Kız, sessizce KSKS profesörünü beklerken kitap okuyordu –daha doğrusu okuyamıyordu–.
Fazlasıyla rahatsız edici bu tartışma seslerinin kimlerden geldiğini görmek için kafasını kaldırmasıyla içinden lanet okuması bir oldu.
Her zaman ki gibi sarışın çocuk birilerine sataşıyordu ve sataştığı kişiler cüppelerinden belli olduğu üzere Gryffindor öğrencileriydi. Yani klasik bir Slytherin ve Gryfindoor kavgası.

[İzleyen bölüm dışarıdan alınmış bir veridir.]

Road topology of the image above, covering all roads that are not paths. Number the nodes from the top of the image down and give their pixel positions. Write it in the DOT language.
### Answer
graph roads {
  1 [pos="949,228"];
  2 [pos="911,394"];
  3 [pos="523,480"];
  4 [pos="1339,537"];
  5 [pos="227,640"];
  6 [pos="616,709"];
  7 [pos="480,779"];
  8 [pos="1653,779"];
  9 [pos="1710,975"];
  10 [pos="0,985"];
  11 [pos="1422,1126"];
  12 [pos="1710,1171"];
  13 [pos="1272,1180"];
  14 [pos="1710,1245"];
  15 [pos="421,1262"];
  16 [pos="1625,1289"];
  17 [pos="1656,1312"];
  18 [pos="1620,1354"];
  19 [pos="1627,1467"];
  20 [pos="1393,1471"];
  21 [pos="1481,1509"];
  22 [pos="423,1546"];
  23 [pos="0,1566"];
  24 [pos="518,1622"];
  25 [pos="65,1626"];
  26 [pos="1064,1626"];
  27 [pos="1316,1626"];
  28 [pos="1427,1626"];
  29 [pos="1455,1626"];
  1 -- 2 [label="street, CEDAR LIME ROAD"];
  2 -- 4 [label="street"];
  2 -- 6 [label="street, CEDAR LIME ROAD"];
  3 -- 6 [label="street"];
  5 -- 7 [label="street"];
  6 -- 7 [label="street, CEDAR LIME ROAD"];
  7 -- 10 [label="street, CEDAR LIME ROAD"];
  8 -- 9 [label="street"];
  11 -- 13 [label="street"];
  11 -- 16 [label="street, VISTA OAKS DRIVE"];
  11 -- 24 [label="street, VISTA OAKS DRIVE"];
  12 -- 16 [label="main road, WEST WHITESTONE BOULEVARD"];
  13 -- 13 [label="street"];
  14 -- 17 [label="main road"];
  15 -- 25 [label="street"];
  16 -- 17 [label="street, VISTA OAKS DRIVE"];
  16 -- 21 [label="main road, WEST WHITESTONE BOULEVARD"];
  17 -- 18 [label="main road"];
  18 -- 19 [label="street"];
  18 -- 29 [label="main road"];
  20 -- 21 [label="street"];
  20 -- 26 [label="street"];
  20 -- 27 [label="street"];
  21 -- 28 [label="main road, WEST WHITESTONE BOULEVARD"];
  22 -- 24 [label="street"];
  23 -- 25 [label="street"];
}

Kız okulda kimseyle muhattap olmasa bile çoğu kişinin soy ağacına kadar biliyordu. Bu onun gelecekte başına dert olacağından habersiz olan merak duygusuydu. Eğer merak ettiği şeyleri öğrenmeseydi kalbine bir öküz oturmuş gibi ağırlık çöküyordu.
Kız bunları düşünürken kavga eden kişiler birbirlerine büyü atmaya başlamıştı bile.
Aslında Hogwarts'ta ki kavgalar büyü atacak seviyeye kadar gelmezdi –yani gelemezdi– eğer gelseydi işin içine ağır cezalar giriyordu.
Atılan büyüler yasak büyüler olmadığı için çevredeki hiçbir öğrenci karışmıyordu hatta tam tersine kavgayı büyük bir heyecanla izliyor ve kendi binalarında olanlara destek veriyorlardı.
Ta ki atılan son büyüye karşı. Kırmızı cüppeli bir kız, yeşil cüppeli sarışın oğlana 'Crucio' büyüsünü tam atacağı sırada, büyüyü ters teptirerek kavgaya dahil olan biri oldu.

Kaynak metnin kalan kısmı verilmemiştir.